- 797 Okunma
- 0 Yorum
- 1 Beğeni
Bir Eylül Yazısı
Ayrılığın mevsimi…
Eylül… Hem “ayrılığın” hem de “kavuşmanın” mevsimidir… Eylül; tabiatta ayrılık vaktidir… İnsan da ise “kavuşma.”
Dikkat, bu bir Eylül yazısıdır! Tanıyanlar beni bilir… Her yıl Eylül ayında bir hüzün ve ayrılık yazısı yazarım. Bu benim için bir gelenektir. Eylül yazıları da genellikle hüzün içerir. O yüzden yazının başına -hani filmlerde uyarı olduğu gibi- “bazı yaş grupları ve bazı grupların izlemesi için…” Ben de bu yazının başına “+Kalp” demem gerekiyor ki “kalpsizler” okumasın diye…
Eylül, tabiatta ayrılıktır dedik çünkü mevsimler artık sonbahara girmiştir, tabiat canlılığını yavaş yavaş yitirmeye başlamıştır. Bu yazının esas konusunu ise insanlar oluşturacak. Kavuşmalar ve ayrılıklar eşliğinde…

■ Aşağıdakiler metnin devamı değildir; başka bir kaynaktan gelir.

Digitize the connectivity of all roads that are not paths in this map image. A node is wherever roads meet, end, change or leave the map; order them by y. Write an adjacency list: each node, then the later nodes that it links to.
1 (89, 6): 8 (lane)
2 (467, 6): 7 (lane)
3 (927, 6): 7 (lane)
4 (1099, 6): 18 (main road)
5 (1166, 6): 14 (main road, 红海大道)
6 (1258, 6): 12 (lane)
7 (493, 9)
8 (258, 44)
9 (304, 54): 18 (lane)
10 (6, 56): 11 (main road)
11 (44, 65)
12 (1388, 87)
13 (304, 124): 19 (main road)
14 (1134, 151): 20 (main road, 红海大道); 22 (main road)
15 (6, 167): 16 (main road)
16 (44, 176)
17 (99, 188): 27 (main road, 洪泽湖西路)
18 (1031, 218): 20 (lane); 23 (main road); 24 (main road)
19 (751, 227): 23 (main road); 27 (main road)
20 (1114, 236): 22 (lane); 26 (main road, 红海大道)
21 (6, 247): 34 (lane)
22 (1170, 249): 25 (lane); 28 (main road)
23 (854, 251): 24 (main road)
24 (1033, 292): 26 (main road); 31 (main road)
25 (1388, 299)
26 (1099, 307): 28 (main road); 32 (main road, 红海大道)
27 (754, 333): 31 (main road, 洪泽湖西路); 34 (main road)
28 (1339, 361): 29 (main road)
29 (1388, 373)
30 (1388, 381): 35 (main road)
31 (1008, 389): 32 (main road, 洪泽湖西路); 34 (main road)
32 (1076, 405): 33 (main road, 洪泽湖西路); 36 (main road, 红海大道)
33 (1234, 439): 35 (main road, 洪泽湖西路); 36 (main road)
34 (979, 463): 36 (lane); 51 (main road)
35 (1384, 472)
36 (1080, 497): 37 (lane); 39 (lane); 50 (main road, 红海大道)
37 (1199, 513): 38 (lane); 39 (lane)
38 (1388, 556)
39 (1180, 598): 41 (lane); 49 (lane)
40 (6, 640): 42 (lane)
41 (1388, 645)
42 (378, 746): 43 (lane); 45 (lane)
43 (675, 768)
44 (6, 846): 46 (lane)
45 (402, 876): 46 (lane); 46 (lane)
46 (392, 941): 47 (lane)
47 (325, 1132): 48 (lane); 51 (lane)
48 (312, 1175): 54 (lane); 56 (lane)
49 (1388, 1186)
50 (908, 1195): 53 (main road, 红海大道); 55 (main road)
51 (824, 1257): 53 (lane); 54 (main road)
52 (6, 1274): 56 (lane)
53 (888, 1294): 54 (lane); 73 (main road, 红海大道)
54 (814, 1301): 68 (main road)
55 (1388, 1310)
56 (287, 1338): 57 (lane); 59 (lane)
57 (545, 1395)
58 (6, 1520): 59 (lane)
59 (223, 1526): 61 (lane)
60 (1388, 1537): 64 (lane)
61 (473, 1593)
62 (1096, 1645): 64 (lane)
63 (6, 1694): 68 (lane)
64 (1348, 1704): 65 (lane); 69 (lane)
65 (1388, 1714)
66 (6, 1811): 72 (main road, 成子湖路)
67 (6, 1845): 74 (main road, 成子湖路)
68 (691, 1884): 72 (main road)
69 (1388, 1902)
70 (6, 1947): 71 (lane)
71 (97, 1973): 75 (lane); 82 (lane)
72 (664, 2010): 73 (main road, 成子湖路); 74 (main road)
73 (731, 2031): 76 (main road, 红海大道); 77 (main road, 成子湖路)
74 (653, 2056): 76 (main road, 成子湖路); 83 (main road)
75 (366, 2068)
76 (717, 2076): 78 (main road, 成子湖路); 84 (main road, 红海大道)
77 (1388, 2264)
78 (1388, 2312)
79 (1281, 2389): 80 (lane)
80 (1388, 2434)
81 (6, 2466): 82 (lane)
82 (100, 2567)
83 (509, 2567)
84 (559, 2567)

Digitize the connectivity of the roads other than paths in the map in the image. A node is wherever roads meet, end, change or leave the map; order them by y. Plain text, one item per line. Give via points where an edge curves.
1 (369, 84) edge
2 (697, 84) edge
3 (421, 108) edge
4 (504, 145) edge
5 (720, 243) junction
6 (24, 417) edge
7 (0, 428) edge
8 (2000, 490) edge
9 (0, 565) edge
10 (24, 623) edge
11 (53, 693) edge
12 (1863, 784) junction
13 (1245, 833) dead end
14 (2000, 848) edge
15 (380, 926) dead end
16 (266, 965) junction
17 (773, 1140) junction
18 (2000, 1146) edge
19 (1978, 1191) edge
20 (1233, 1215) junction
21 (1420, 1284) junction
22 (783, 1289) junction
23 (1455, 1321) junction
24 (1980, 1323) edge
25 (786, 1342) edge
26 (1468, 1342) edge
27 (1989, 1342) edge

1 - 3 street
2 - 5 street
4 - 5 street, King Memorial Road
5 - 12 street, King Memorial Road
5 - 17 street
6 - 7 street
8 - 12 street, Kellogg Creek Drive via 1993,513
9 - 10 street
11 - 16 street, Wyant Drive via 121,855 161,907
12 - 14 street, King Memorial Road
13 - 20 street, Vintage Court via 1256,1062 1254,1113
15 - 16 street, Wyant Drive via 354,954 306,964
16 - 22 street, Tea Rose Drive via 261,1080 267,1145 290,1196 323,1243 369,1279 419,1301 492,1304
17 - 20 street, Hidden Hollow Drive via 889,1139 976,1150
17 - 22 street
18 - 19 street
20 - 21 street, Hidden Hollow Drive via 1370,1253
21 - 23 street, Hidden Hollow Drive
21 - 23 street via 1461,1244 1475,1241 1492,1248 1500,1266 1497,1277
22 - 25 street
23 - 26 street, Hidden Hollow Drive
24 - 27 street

Yine bir Eylül ayının sonlarına geldiğimiz bu günlerde ayrılıklar peş peşe geliyor. Kimileri yardan, kimileri anadan, babadan, sıladan; yaprak ağaçtan, yağmur buluttan bir ayrılık vaktidir… Bu Eylül, biraz daha fazla ayrılıkların yaşandığı, hüznün en büyüğünün hissedildiği bir mevsim oldu.
Biraz sonra ne demek istediğimi daha iyi anlayacaksınız. Onlarca canı verdik toprağa bu vatanın bekası için, bayrak için, din için onlarca can şehit oldu. Fidanlar toprağa düştü. Rabbim şehitliklerini makbul eylesin. Gerekirse biz de varız diyen milyonlar ellerinde Türk bayraklarıyla cennet vatanın her yerinde haykırdı! Bu korku bile kahpece oyun içerisinde olanlara ve maşalarına yeter ve artar bile.
Şunu bilmelidirler ki bu haykırışlar sadece sözde değil özde ve gerçekçi birer haykırıştı ve daha önemlisi onlar gibi başkalarından talimatla değil duygularına göre birer hareketti bunlar. Elinde Türk bayrağıyla “Şehitler Ölmez Vatan Bölünmez!” diyen herkese selam olsun.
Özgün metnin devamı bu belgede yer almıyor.